Perché il Lazio? Perché è il contesto politico nel quale meglio si sta preparando il terreno che sarebbe piaciuto di più a Silvio Berlusconi. Cioè una Forza Italia che ritorna alle sue radici liberali e si distanzia dai sovranismi della Lega e dai patriottismi dei Fratelli d’Italia. Recuperando una posizione centrista che tra poco potrebbe tornare centrale nel dibattito politico nazionale.
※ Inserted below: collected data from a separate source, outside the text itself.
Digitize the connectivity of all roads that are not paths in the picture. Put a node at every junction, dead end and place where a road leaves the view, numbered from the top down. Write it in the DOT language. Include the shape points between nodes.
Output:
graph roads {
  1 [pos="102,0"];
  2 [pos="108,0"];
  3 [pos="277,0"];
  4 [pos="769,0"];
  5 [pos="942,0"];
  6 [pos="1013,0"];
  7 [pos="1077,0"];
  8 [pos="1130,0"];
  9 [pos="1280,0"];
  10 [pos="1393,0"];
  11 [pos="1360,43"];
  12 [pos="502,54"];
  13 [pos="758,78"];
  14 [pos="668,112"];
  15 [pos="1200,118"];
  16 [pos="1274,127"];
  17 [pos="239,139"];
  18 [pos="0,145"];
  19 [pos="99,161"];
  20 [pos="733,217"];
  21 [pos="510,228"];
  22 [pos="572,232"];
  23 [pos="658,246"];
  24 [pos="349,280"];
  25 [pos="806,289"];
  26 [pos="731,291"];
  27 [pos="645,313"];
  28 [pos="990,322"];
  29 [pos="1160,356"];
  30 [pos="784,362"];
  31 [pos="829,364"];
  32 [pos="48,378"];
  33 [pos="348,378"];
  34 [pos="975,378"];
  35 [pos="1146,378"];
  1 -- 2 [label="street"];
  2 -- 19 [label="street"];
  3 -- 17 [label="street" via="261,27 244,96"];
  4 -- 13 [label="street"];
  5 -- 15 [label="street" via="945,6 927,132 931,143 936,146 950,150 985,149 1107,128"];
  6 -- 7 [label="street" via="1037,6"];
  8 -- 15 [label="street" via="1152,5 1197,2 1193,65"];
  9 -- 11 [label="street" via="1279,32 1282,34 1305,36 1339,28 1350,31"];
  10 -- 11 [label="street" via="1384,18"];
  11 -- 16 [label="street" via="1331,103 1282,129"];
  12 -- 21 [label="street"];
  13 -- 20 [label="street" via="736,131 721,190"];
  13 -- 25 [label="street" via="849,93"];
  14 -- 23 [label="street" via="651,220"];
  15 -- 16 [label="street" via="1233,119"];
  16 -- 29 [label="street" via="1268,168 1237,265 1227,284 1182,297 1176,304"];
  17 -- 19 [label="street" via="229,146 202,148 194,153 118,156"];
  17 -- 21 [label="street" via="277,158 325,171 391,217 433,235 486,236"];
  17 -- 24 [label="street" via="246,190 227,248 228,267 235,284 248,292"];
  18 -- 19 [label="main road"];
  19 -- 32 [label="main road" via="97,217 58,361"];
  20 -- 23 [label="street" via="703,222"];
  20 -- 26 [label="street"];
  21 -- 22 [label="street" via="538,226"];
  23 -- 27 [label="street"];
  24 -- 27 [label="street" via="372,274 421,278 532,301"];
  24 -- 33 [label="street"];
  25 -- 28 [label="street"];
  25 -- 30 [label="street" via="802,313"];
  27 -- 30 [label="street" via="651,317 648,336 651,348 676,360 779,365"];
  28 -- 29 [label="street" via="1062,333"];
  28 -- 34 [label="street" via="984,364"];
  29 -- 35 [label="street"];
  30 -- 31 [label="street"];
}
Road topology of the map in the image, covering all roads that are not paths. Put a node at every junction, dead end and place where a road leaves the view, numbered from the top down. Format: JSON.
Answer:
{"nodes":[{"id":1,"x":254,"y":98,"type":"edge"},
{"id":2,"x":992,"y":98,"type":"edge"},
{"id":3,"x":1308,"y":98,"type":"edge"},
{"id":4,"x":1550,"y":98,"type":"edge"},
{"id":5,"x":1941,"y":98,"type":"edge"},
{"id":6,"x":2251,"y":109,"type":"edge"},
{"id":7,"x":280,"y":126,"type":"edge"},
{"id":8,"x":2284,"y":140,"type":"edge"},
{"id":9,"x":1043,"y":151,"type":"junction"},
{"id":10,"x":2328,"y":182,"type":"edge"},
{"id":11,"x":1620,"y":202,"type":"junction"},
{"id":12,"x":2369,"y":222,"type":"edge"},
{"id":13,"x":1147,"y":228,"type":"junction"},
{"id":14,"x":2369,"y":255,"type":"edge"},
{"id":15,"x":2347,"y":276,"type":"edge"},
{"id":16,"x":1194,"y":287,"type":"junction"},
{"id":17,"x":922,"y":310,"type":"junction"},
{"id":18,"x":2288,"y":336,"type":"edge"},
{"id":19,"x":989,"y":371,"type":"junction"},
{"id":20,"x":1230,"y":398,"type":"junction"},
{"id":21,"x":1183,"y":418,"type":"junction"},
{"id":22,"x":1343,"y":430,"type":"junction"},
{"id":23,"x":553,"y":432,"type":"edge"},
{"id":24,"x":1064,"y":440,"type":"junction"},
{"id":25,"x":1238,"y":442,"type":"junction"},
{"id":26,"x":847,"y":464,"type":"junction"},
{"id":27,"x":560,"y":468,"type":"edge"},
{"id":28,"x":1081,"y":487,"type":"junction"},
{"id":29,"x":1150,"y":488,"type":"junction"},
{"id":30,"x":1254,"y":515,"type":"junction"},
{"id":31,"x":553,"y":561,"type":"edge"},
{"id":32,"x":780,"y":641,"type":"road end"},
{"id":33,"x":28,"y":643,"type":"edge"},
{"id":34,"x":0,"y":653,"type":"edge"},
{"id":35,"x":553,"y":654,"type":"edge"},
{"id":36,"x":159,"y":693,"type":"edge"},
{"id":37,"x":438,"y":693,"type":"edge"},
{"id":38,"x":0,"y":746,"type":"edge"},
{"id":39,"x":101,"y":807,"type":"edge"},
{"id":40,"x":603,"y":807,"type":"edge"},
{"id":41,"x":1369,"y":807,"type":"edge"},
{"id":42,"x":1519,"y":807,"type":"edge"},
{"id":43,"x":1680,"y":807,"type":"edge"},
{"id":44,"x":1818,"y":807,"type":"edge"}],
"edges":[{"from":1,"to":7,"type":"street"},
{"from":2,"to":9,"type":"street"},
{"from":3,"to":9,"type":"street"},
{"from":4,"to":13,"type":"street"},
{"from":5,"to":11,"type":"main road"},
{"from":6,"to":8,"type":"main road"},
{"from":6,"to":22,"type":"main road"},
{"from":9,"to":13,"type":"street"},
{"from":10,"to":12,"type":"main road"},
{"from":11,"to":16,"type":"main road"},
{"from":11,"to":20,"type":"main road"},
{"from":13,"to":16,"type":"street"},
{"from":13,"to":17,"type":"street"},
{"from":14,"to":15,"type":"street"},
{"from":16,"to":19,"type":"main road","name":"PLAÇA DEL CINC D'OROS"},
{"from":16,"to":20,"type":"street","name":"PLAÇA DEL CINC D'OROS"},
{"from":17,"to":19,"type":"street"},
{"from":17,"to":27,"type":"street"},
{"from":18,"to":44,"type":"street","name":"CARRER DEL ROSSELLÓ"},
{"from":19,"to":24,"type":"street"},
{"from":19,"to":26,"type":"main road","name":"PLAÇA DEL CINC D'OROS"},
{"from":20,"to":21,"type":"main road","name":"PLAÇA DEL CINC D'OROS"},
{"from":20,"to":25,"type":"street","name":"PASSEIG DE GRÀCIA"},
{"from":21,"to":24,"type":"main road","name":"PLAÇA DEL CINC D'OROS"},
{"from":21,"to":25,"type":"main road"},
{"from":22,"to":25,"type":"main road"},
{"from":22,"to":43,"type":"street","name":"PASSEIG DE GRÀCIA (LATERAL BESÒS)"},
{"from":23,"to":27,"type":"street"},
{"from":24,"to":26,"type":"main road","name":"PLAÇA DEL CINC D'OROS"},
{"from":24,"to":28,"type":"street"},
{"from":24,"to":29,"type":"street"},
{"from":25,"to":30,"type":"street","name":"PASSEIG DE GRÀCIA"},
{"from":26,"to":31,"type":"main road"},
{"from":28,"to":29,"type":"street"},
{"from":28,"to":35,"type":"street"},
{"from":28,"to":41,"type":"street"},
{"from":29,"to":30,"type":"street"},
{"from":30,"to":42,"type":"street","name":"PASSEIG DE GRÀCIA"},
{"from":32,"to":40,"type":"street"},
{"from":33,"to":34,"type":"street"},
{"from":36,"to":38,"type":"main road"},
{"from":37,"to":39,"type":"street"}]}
Si spiega così l’assedio che da mesi il senatore Claudio Fazzone sta muovendo nei confronti degli alleati. Nella campagna per le Europee non ha risparmiato critiche ad alzo zero puntando la tacca di mira tanto su Matteo Salvini quanto sul suo ex sodale Mario Abbruzzese. Ma è sul piano della concretezza che il disegno tattico è più visibile: a Civitavecchia e Palestrina alle Comunali di giugno gli azzurri non sono andati con carroccio e patrioti; idem a Veroli mentre a Ferentino hanno cominciato ad attaccare l’amministrazione che ha al suo interno Lega e FdI. A Terracina i forzisti firmano con il Pd le interrogazioni contro l’amministrazione FdI mentre in Provincia di Latina un esponente azzurro ha fatto il facente funzioni del presidente renziano mentre il resto del centrodestra è stabilmente in minoranza.
Orgoglio azzurro

Forza Italia vuole contare. Non è evaporata con la dipartita del suo fondatore: al contrario ha riportato a casa decine di pezzi pregiati. E migliaia di suoi elettori. Quello che sta accadendo in tutto il Lazio è l’upgrade tutto locale di una frattura che trova polpa nelle richieste azzurre di ridisegnare la Giunta regionale del Lazio sulla scorta dei nuovi equilibri. Solo che tanto a Roma quanto a Frosinone, Forza Italia si è ritrovata briscolata e con nuove maniglie extra format. Sia il sindaco Riccardo Mastrangeli che il governatore Francesco Rocca non si sono spostati d’un centimetro: se Forza Italia vuole un riequilibrio di deleghe se ne può parlare; d’andare oltre, al momento nessuno sembra intenzionato.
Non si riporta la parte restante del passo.